Мы зашли в зал с колонной, высоченным потолком, амфитеатром и сценой. Там горело несколько тусклых голубых бра. Было тихо, таинственно и прекрасно. Прямо возле входа в зал стояло блестящее фортепиано.
Я знал, что любой, всякий, каждый человек без исключения удивился бы, войдя в зал театра «Ложа» впервые. Зашедший со мной незнакомец поднял вверх глаза и огляделся. Более он ничем не выдал своего удивления, но и этого было достаточно. Я провёл его к сцене.
– Вот. Это и есть наш театр, – сказал я. – Все, кто работает в баре, являются актёрами этого театра. Играют бесплатно, зарабатывают в баре… А теперь немного арифметики… Мы работаем два раза в неделю. В пятницу вечером, в субботу с вечера до утра. Половину денег, как я сказал, выделяем для нужд театра. Другая половина уходит нам. В баре работает семь человек, включая меня. Тем, что мы зарабатываем, мы очень довольны. Но это весьма скромные деньги… Вы, наверное, такие заработки и деньгами бы не сочли.
– Ты про мои деньги ничего не знаешь, – перебил он меня тихо и холодно. – Ну… Дальше…

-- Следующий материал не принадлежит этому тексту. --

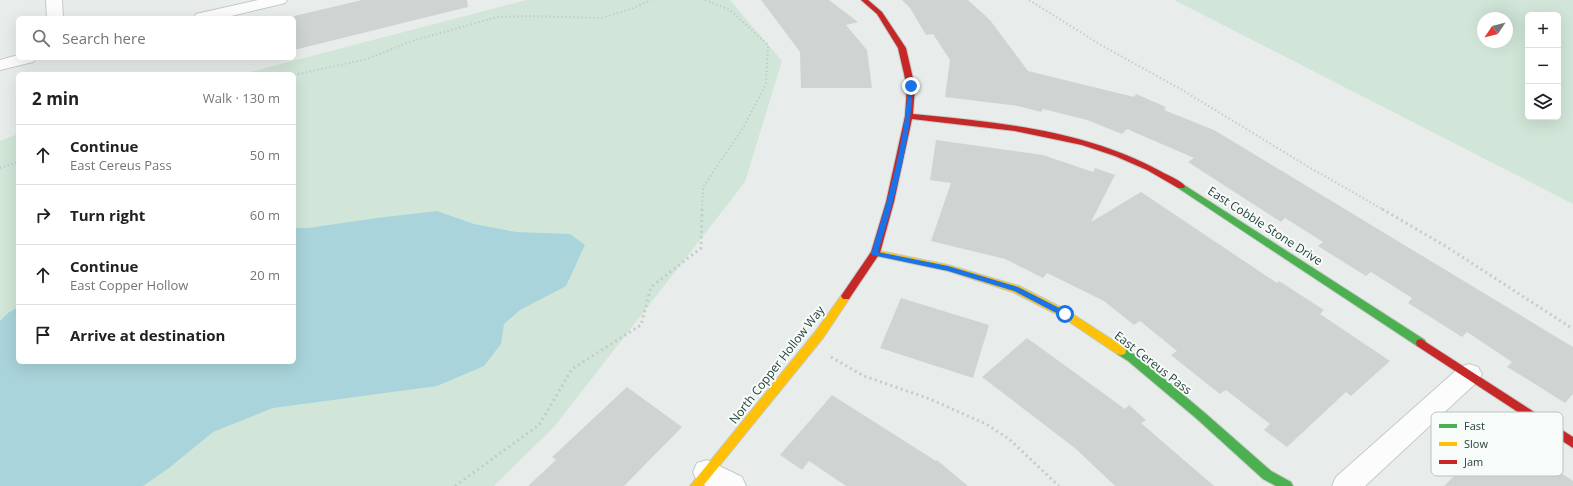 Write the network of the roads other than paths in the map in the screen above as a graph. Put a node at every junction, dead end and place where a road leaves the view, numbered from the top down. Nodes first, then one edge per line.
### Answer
1 (54, 0) edge
2 (279, 0) edge
3 (864, 0) edge
4 (54, 16) edge
5 (211, 16) edge
6 (19, 60) edge
7 (0, 65) edge
8 (909, 116) junction
9 (875, 254) junction
10 (1469, 374) junction
11 (1526, 412) edge
12 (1563, 436) edge
13 (1573, 443) edge
14 (702, 479) edge
15 (732, 486) edge
16 (1287, 486) edge
17 (1346, 486) edge

1 - 4 street
2 - 5 street
3 - 8 street, North Copper Hollow Way
6 - 7 street
8 - 9 street, North Copper Hollow Way
8 - 10 street, East Cobble Stone Drive
9 - 14 street, North Copper Hollow Way
9 - 16 street, East Cereus Pass
10 - 11 street, East Cobble Stone Drive
10 - 17 street
12 - 13 street, East Cobble Stone Drive
14 - 15 street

– Простите! – извинился я. – Прошу прощения… Вы правы… Так вот… То, как мы работаем, когда и сколько – это очевидно. Подсчитать легко. Количество людей к нам приходит примерно одно и то же, и люди в основном одни и те же. Мы своей работой никому не мешаем и никому не конкуренты… Ничем другим мы не промышляем… Так что, делиться ни с кем и ни с чем, кроме своего театра, мы не можем… Не можем себе позволить… И это честно! Если вы будете настаивать на таком… То мы просто закроем бар и работать не будем, потому что не будет никакого смысла… Ну а театр закроется сам собой…
– Как ты сказал? Настаивать?.. – спросил он почти весело. – Ты дурачок, что ли?.. Мы ни на чём не настаиваем… Мы просто говорим, как что будет… Что-то ещё хочешь сказать?
– Да нет! Всё, пожалуй, сказано.
– Ответь… Заведение вы сделали… хорошее. Работайте пять дней в неделю. Бухло берите через меня. Будет моя охрана… И играйте свои спектакли. Денег подымете больше. Всем будет хорошо.
– Нет. Мы не можем, – ответил я. – Мы – театр. Нам надо репетировать. Мы бар сделали, чтобы театр выжил. А так театр умрёт. А мне этот бар без театра не нужен.
– Бар хороший… Пусть другие люди в нём работают, а ты репетируй…
– Ага! – усмехнулся я. – То есть отдать бар вам?.. А вы будете платить актёрам зарплату и половину денег отдавать театру?